As of the last three weeks, there is a young buck living in my yard.
His presence gives new meaning to Truman’s line that “The buck stops here.”
Seeing this young buck move graciously and comfortably about the landscape, well aware of potential automotive interferences or moments of anxiousness, but seemingly ignoring and avoiding them, got me to thinking.
Do deer worry?
Seems to me that one can decipher whether a deer is concerned or alert or just plain hungry by its body language or by the positioning of the deer’s ears.
Does a doe do like me and worry about every little do re mi?
In his book “He Can Who Thinks He Can,” Orison Swett Marden suggests, “Worry is a shameful, loathsome disease.”

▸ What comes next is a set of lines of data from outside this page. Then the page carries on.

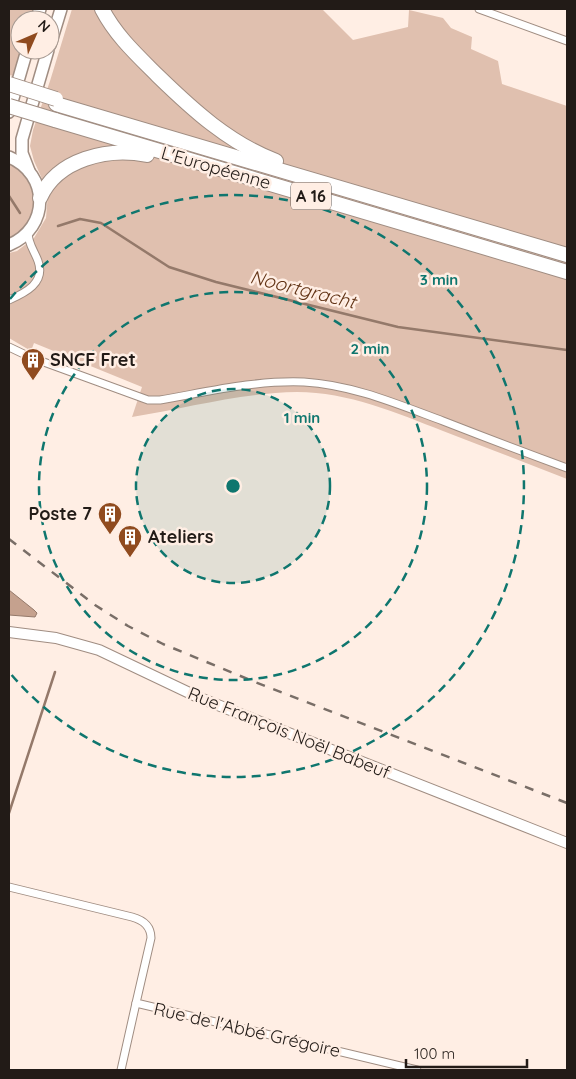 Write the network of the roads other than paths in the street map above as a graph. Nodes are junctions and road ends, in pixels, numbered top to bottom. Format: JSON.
{"nodes":[{"id":1,"x":102,"y":9,"type":"edge"},
{"id":2,"x":479,"y":9,"type":"edge"},
{"id":3,"x":567,"y":41,"type":"edge"},
{"id":4,"x":24,"y":60,"type":"edge"},
{"id":5,"x":45,"y":60,"type":"edge"},
{"id":6,"x":9,"y":84,"type":"edge"},
{"id":7,"x":9,"y":90,"type":"edge"},
{"id":8,"x":56,"y":102,"type":"junction"},
{"id":9,"x":9,"y":106,"type":"edge"},
{"id":10,"x":9,"y":112,"type":"edge"},
{"id":11,"x":9,"y":157,"type":"edge"},
{"id":12,"x":29,"y":171,"type":"junction"},
{"id":13,"x":250,"y":178,"type":"junction"},
{"id":14,"x":358,"y":193,"type":"junction"},
{"id":15,"x":40,"y":198,"type":"junction"},
{"id":16,"x":28,"y":232,"type":"junction"},
{"id":17,"x":505,"y":237,"type":"junction"},
{"id":18,"x":12,"y":243,"type":"edge"},
{"id":19,"x":567,"y":251,"type":"edge"},
{"id":20,"x":567,"y":255,"type":"edge"},
{"id":21,"x":36,"y":256,"type":"junction"},
{"id":22,"x":567,"y":272,"type":"edge"},
{"id":23,"x":9,"y":300,"type":"edge"},
{"id":24,"x":9,"y":347,"type":"edge"},
{"id":25,"x":567,"y":468,"type":"edge"},
{"id":26,"x":9,"y":632,"type":"edge"},
{"id":27,"x":567,"y":843,"type":"edge"},
{"id":28,"x":9,"y":887,"type":"edge"},
{"id":29,"x":136,"y":1003,"type":"junction"},
{"id":30,"x":121,"y":1070,"type":"edge"},
{"id":31,"x":417,"y":1070,"type":"edge"}],
"edges":[{"from":1,"to":14,"type":"highway"},
{"from":2,"to":3,"type":"street"},
{"from":4,"to":10,"type":"main road"},
{"from":5,"to":12,"type":"main road"},
{"from":6,"to":8,"type":"highway","bridge":true},
{"from":7,"to":8,"type":"highway","name":"L'Européenne","number":"A 16"},
{"from":8,"to":14,"type":"highway","name":"L'Européenne","number":"A 16"},
{"from":9,"to":13,"type":"highway","name":"L'Européenne","number":"A 16","bridge":true},
{"from":11,"to":12,"type":"main road"},
{"from":12,"to":15,"type":"main road"},
{"from":13,"to":15,"type":"highway"},
{"from":13,"to":22,"type":"highway","name":"L'Européenne","number":"A 16"},
{"from":14,"to":17,"type":"highway","name":"L'Européenne","number":"A 16"},
{"from":15,"to":16,"type":"main road"},
{"from":16,"to":18,"type":"main road"},
{"from":16,"to":21,"type":"street"},
{"from":17,"to":19,"type":"highway"},
{"from":17,"to":20,"type":"highway","name":"L'Européenne","number":"A 16"},
{"from":18,"to":21,"type":"street"},
{"from":21,"to":23,"type":"street"},
{"from":24,"to":25,"type":"street"},
{"from":26,"to":27,"type":"street","name":"Rue François Noël Babeuf"},
{"from":28,"to":29,"type":"street","name":"Rue de l'Abbé Grégoire"},
{"from":29,"to":30,"type":"street","name":"Rue de l'Abbé Grégoire"},
{"from":29,"to":31,"type":"street","name":"Rue de l'Abbé Grégoire"}]} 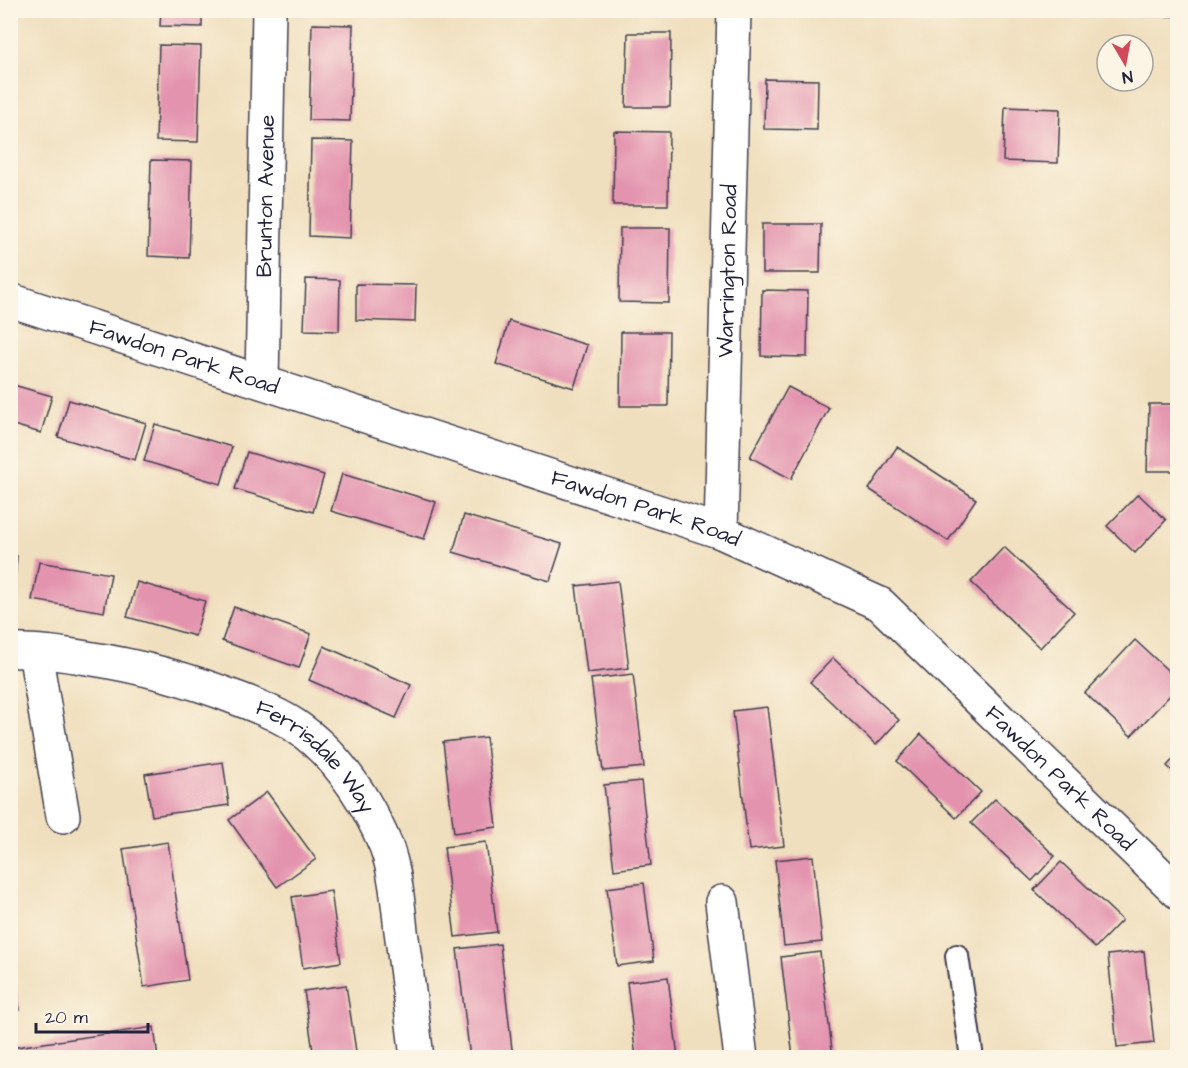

My coffee mate, retired Lt. Col. Jack Eskenazi, former bombardier and cruise control repairman, places a dollar bill on the walls of his merchant friends who worry about everything merchantary.
“Here’s a dollar. Let me put it on your wall. When you start to feel your worry coming on, call me and I’ll remind you that you’re all paid up, ’cuz there’s really nothing to worry about.”
Jack ought to know. He can drive all the way to Bellingham with his head down and doesn’t worry about it one bit.
One of my favorite authors is Raymond Charles Barker. “The Power of Decision,” Barker’s classic published
40 years ago, offers this thought provoker on page three:
“Troubles result when an unintelligent factor is introduced into a field of intelligent activity.
Worry is an unintelligent factor, as are fear, hate and resentment.
This list could include all the negatives known to man.
Here is the birth of the problem.
Worry is the gestation period during which a negative situation is produced by man’s thought and appears in his experience as a problem.”
Those preceding 65 words are a mind- full.
When was the last time you worried about something?
So what if gas prices suck?
So what if rice prices are boiling?
Why worry about what my neighbor does with his trees?
This morning I did that Ben Franklin thing.
No, not the thing with a kite, but the thing where Ben made a decision by dividing a piece of paper in halves, with a plus sign at the top of one side and a minus side at the top of the other.
Sort of a pros-and-cons ledger in the analysis of a problem or concern.
At the top of the page I asked this question: What good and what bad will it do for me to worry about this particular concern?
I had no entries on the plus side of the ledger.
There was nothing good about worrying about any subject, any person or anything.
Oh my. What to do next?
Maybe I should call someone.
Surely they have something to worry about, even if I don’t.